1. That is, the Equipment Breakdown Insurance Policy No. YB2-L9L-462217-014 for the period March 1, 2014, to March 1, 2015. (See Doc. # 1-1).
2. To prevail on a bad faith cause of action in a first-party insurance claim (which also allows for punitive damages), Plaintiffs must prove that Defendant intentionally refused "to settle a direct claim where there is either (1) no lawful basis for the refusal coupled with actual knowledge of that fact or (2) intentional failure to determine whether or not there was any lawful basis for such refusal." Franklin v. Natl. Gen. Assur. Co., 2015 WL 350633, at *13 (M.D. Ala. Jan. 23, 2015) (quoting Chavers v. Natl. Sec. Fire & Cas. Co., 405 So.2d 1, 6 (Ala. 1981)) (emphasis in original); see also Mueller v. Hartford Ins. Co. of Ala., 475 So.2d 554, 556 (Ala. 1985) (citations omitted) (same). "Or, stated differently, the plaintiff must show that the insurance company had no legal or factual defense to the insurance claim." Mueller, 475 So.2d at 556.
3. The 2015 amendments to Rule 26 took effect December 1, 2015. Plaintiffs' discovery requests and Motion To Compel were filed prior to that time. (See Doc. # 38). Therefore, the pre-December 1, 2015 version of the Federal Rules of Civil Procedure is applicable here.
4. In its reply brief, Plaintiffs state that Defendant provided adequate responses to Interrogatories 7, 12, and 13, and Requests 29, 36, and 37, after the filing of the subject Motion. (See Doc. # 46 at 3 n. 1). Accordingly, those issues are moot and need not be addressed by the court.
5. Further, Plaintiffs' attempts with their October 8, 2015 email to Defendant (sent after filing their Motion To Compel) to voluntarily narrow the scope of the discovery requests (to 2009-2014, and make "companywide" mean only Liberty Mutual Fire Insurance Company and any affiliates or companies handling underwriting, adjustment, or bad faith litigation) do not salvage their request to this court to compel responses. (See Doc. # 46-1). Even there, the proposed, narrowed requests are still overbroad and place too heavy a burden on Defendant to produce "companywide." Alabama state courts under state discovery rules (which are similar to the federal rules) have not given such broad discovery on bad faith claims. See e.g., Ex parte Finkbohner, 682 So.2d 409, 413-14 (Ala. 1996).
6. Defendant's request that Plaintiffs pay for any bad faith discovery is also due to be denied. (See Doc. # 42). With a sufficiently narrowed request, which the court orders pursuant to its "ample power" under Federal Rule of Civil Procedure 34, Defendant's concerns for excessive costs should largely be satiated.

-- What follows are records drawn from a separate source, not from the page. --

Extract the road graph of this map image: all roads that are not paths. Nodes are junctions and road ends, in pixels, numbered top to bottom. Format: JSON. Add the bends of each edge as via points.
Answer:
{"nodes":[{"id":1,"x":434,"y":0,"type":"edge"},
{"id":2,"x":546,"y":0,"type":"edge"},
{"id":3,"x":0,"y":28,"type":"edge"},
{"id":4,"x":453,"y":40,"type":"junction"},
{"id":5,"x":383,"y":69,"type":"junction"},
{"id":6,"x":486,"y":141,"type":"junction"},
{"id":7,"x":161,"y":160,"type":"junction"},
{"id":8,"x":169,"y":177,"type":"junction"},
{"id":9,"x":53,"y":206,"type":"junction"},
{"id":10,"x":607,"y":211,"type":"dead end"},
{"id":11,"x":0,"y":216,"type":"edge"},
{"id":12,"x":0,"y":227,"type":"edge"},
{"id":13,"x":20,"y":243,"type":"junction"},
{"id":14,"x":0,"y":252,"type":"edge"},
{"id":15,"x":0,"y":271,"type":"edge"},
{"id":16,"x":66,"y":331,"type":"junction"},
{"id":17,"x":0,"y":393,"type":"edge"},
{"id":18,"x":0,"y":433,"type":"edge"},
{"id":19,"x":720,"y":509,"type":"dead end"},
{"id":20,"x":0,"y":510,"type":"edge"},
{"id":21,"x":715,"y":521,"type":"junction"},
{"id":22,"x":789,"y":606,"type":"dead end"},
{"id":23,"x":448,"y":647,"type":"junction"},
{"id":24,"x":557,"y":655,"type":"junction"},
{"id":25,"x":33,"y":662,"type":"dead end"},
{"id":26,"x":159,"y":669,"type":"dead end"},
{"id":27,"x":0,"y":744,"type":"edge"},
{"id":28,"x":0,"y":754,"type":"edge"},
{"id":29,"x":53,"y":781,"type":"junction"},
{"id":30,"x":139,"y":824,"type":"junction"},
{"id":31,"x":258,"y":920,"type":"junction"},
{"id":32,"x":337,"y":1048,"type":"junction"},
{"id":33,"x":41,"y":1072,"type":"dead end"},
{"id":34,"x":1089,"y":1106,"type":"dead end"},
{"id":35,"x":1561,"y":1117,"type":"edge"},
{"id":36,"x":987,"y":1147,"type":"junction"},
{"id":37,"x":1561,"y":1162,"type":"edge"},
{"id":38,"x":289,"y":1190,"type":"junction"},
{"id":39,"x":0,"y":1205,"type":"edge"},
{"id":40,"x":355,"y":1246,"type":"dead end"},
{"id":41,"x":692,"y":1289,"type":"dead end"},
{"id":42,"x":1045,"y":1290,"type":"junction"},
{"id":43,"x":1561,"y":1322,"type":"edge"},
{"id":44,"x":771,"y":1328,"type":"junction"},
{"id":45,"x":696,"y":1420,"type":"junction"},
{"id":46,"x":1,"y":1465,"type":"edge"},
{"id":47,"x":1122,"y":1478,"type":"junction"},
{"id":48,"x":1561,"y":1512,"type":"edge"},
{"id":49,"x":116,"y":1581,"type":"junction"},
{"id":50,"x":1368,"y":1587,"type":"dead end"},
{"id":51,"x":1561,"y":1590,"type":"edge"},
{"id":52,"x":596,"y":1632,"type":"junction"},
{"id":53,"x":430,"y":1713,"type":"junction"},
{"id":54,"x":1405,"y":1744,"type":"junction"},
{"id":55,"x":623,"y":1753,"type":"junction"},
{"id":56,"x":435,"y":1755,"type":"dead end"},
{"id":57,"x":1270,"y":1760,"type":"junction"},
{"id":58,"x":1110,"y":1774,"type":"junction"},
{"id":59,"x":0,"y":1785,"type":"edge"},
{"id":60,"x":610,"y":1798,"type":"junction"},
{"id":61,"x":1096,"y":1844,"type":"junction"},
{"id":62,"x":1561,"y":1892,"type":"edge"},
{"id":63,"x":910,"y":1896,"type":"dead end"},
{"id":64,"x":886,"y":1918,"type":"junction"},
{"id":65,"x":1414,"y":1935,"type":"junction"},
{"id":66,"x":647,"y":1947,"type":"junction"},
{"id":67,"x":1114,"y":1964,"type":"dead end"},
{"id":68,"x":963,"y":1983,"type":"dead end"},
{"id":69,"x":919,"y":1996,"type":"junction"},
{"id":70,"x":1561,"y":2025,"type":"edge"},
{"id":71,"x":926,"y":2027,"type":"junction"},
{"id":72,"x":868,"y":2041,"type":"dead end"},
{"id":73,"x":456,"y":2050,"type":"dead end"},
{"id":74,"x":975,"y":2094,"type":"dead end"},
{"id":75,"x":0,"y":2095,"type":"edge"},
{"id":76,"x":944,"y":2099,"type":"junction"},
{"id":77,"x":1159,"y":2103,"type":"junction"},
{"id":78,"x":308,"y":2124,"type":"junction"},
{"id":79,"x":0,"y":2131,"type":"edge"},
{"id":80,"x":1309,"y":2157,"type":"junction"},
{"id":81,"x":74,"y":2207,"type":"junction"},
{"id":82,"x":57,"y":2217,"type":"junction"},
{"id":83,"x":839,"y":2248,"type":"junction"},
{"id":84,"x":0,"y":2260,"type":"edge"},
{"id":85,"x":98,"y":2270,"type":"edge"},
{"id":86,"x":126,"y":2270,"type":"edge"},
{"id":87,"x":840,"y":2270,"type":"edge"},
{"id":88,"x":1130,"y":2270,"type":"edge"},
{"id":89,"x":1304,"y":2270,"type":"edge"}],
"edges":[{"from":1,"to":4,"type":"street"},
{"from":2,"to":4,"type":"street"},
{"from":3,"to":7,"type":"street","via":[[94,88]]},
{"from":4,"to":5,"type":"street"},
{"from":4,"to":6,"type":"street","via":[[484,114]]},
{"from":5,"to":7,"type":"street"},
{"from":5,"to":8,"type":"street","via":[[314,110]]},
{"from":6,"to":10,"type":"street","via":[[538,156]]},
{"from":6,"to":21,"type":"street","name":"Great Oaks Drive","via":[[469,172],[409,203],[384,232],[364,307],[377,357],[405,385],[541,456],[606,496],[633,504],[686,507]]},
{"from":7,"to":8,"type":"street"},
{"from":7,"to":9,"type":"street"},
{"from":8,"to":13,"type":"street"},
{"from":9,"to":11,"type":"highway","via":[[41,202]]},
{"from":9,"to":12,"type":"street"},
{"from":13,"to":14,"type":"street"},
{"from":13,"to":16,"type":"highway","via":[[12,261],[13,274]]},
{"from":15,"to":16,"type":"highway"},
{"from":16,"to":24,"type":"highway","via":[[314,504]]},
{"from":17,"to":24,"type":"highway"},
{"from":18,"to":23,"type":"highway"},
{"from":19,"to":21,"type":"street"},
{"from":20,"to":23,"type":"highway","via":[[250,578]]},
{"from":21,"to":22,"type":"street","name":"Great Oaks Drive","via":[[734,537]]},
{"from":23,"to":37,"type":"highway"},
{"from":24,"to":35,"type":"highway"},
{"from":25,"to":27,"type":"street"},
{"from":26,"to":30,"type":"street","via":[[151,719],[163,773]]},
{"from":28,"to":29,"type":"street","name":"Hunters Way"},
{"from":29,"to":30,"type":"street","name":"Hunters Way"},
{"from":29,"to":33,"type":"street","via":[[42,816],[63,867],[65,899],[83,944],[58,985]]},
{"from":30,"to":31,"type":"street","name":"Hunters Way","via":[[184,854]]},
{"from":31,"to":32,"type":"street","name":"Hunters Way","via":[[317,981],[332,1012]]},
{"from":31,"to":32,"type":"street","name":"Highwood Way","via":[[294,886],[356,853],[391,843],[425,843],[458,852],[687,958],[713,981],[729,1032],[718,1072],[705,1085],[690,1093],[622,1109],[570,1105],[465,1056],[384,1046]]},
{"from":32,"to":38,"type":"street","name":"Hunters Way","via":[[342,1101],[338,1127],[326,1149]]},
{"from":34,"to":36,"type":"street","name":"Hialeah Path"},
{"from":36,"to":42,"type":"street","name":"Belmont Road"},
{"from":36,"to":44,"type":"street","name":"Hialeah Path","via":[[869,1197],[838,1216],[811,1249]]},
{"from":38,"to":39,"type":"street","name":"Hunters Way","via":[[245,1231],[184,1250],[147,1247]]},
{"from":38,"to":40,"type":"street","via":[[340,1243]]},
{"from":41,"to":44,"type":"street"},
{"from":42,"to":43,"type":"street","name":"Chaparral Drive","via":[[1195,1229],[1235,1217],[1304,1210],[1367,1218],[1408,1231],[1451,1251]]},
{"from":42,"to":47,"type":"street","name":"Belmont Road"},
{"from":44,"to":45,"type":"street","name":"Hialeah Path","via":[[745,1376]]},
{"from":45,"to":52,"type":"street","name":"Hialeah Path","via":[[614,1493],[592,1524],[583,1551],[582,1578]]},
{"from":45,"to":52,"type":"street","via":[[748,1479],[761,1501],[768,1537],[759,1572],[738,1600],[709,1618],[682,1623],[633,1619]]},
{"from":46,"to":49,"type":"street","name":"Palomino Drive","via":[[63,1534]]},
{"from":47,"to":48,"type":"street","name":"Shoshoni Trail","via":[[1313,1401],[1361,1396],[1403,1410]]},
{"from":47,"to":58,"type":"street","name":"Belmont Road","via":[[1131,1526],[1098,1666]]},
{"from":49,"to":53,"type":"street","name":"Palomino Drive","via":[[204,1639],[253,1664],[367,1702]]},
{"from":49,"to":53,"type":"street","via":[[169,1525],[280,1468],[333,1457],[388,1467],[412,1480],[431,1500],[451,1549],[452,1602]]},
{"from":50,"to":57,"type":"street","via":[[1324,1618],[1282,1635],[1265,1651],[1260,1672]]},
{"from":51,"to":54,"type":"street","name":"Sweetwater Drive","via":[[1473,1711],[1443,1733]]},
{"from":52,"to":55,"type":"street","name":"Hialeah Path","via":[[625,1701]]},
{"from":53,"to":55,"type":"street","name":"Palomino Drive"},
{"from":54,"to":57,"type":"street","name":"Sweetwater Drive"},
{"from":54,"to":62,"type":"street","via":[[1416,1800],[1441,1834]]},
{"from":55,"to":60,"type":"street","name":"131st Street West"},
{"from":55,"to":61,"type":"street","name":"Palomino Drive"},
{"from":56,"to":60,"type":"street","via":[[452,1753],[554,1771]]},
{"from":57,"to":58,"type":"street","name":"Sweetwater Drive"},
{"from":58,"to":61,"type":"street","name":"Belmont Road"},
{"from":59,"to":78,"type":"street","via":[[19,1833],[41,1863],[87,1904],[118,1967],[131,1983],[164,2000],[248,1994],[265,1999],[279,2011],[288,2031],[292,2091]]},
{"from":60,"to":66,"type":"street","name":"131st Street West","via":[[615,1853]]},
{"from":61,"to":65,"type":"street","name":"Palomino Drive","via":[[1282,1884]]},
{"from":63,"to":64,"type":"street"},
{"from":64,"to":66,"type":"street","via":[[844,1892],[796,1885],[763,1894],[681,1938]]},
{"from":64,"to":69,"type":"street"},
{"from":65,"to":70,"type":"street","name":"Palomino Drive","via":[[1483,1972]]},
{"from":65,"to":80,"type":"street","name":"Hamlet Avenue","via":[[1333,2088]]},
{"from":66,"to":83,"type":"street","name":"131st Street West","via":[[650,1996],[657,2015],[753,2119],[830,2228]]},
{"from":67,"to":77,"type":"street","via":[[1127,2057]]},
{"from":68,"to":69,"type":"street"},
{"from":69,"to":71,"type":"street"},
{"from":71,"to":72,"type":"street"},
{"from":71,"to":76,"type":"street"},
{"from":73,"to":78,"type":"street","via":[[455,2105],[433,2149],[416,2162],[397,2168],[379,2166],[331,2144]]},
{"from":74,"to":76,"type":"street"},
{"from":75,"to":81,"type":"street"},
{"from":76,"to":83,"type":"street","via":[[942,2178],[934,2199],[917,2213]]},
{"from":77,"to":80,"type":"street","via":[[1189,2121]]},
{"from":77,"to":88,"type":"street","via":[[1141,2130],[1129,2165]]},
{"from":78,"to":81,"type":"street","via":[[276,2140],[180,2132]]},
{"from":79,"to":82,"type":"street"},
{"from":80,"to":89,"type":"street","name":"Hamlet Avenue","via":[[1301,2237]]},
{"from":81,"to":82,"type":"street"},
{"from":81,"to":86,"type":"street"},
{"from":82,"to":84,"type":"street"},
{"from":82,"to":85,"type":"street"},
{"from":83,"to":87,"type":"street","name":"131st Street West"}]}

7. Further, the insureds in those lawsuits may not have even had access to their own claims files. Indeed, oftentimes, an insured's own claim file may not be available until coverage is first proven. See, e.g., Akpan v. Farmers Ins. Exchange, Inc., 961 So.2d 865, 875 (Ala. Civ. App. 2007). While that particular issue is not settled in federal court, it is irrelevant to other insureds' claim files. See, e.g., St. Joe Co. v. Liberty Mut. Ins. Co., No. 05-1266, 2006 WL 3391208, at *3 (M.D. Fla. Nov. 22, 2006).
8. Interrogatories 7, 12, and 13, and Requests 36 and 37 were initially listed under this category but have been resolved by the parties. See note 4, supra.
9. Another rationale behind the majority view is that loss reserve information is often protected under the attorney-client privilege or the work product doctrine. Ketchen, 38-SPG Brief at *41. While Defendant also raised that objection, the court determines that reserve information is simply not relevant (at least here), and not reasonably calculated to lead to the discovery of admissible evidence, concerning either policy interpretation or bad-faith investigation.
10. In their initial Motion brief, Plaintiffs moved to compel responses to two requests, but one has since been answered and is moot. See note 4, supra.
11. When conferring, the parties should keep in mind the court's reasoning set forth in this memorandum opinion.
12. The parties are again encouraged to try to work through any and all discovery issues before coming to the court with discovery motions. With the exception of any remaining issues in the joint status report the court is ordering, there is no guarantee that the court will make the same determinations of costs and fees if resolving future discovery disputes in this case.